RedState
- Website type: Political blog
- Available in: English
- Owner: Salem Media Group
- Creators: Joshua Treviño, Ben Domenech, and Mike Krempasky
- Website: redstate.com
- Registration: Optional, required to comment
- Launched: 2004; 22 years ago
- Current status: Online

= RedState =

American conservative political blog

RedState is an American conservative political blog.

Prior to 2017, it organized "RedState gatherings", a summer convention for conservative activists and grassroots political activism which featured many prominent public figures in conservative politics. RedState is owned by the Salem Media Group, a conservative media company.

== History ==

RedState was founded in 2004 as a 527 group by conservative bloggers Joshua Treviño, Ben Domenech, and Mike Krempasky.

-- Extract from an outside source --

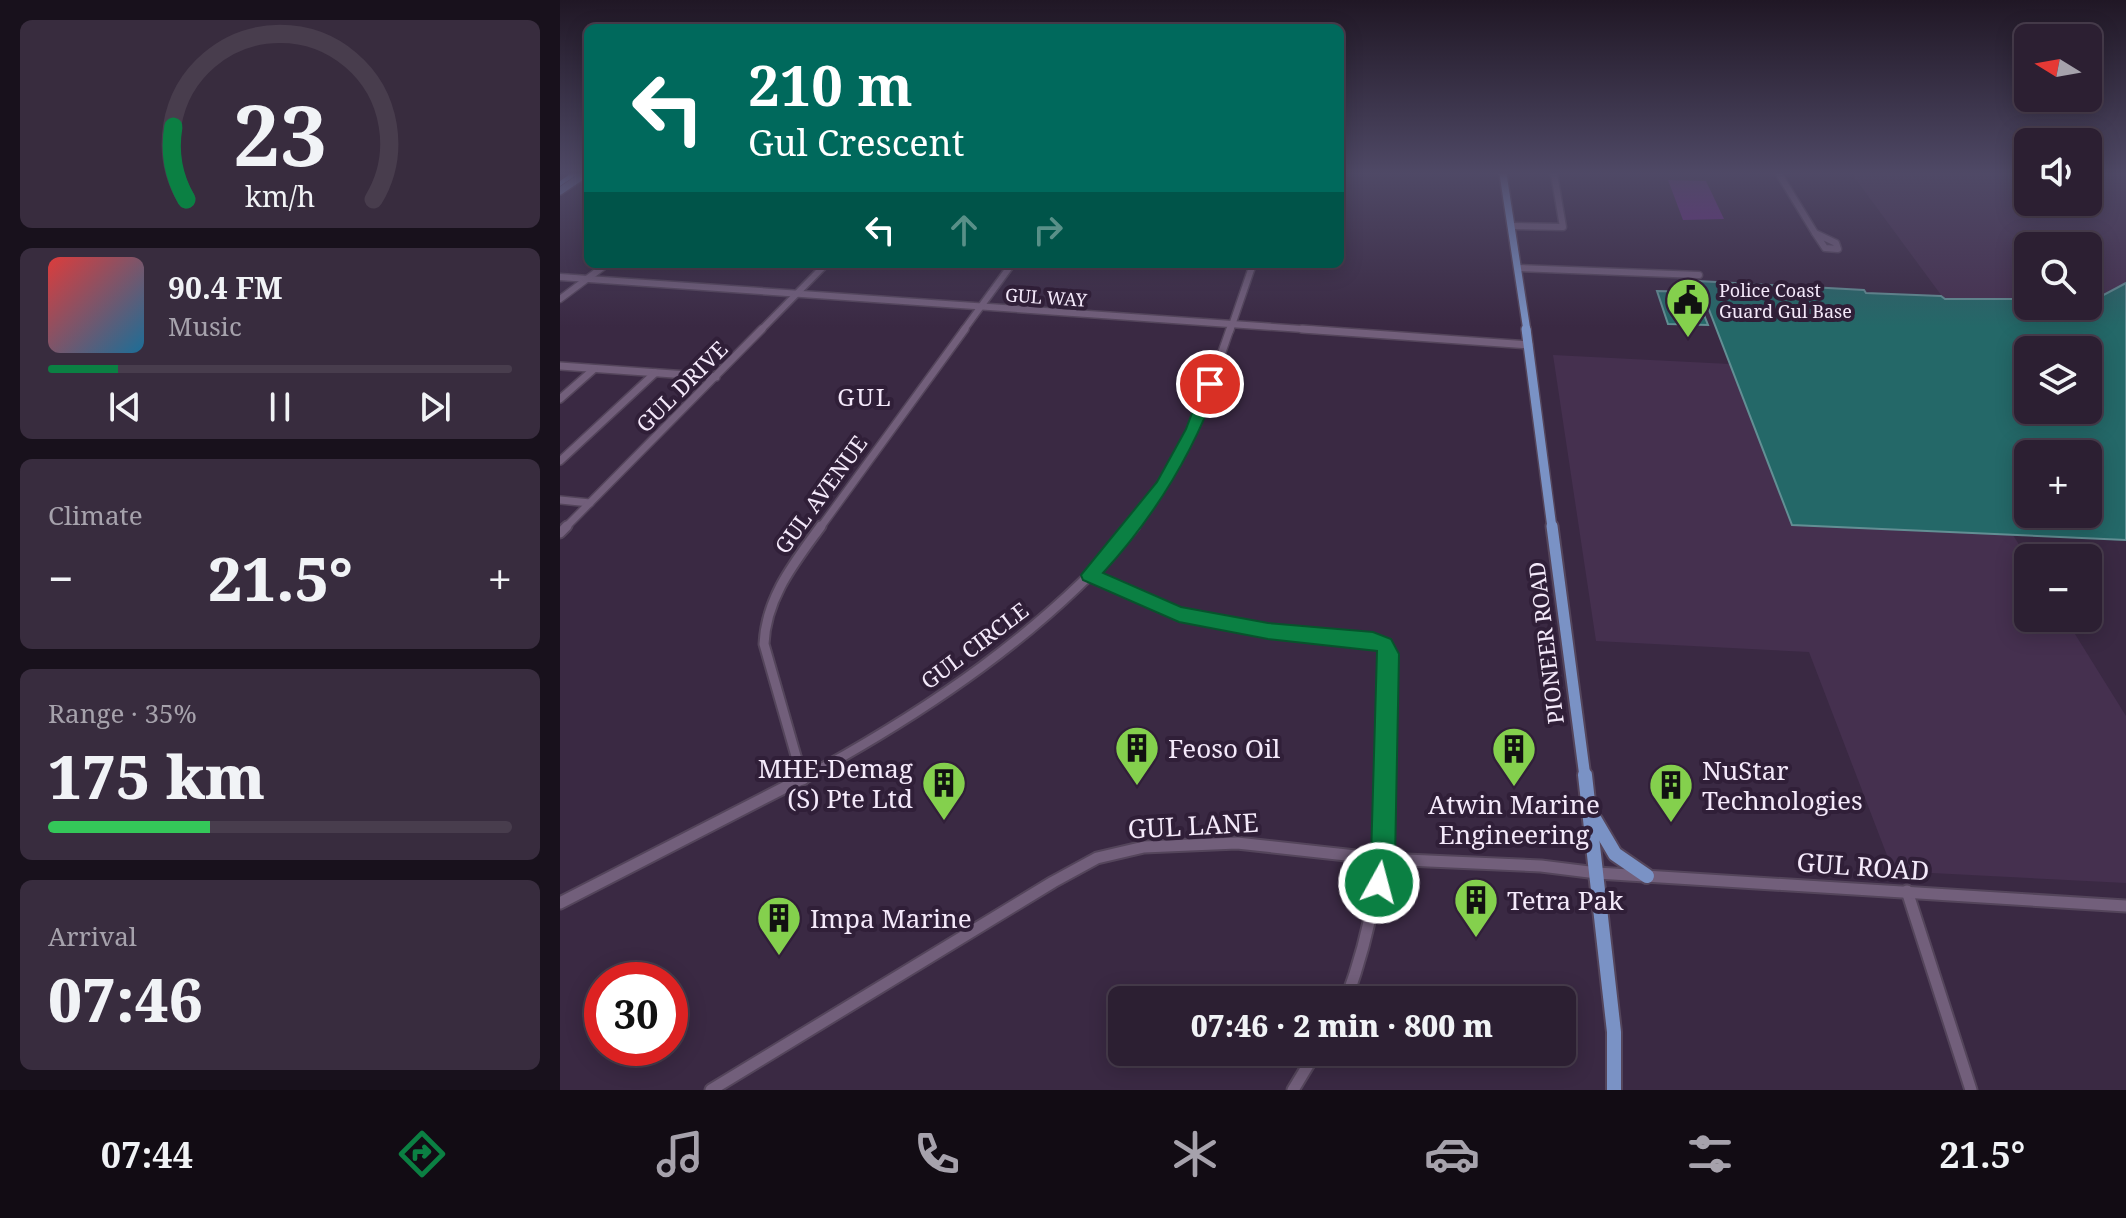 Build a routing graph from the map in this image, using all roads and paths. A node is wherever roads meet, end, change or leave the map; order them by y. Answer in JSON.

In March 2006, co-founder Domenech was hired as a blogger by the Washington Post Online, but was criticised for alleged plagiarism in some of his prior writings during college. At the end of his first week, Domenech resigned, eventually admitting to plagiarism. He took a leave of absence from RedState at the time, to which he returned in July 2006. Erick Erickson, who had joined RedState in 2006, became the editor-in-chief and CEO.

On November 16, 2006, former congressman Tom DeLay posted a diary. Several other members of the House of Representatives and the Senate are regular diarists at RedState.

On December 20, 2006, RedState announced its sale to Eagle Publishing, Inc., effective January 2, 2007. Erickson remained editor-in-chief.

On July 12, 2008, RedState launched a new version of its site, called RS3, introducing new features such as the ability to organize contributor and user diaries by state; action centers allowing users to take action related to emerging political issues; links to share posts via other networking sites such as Facebook, Digg, and MySpace; and easier searching between related content on the Internet.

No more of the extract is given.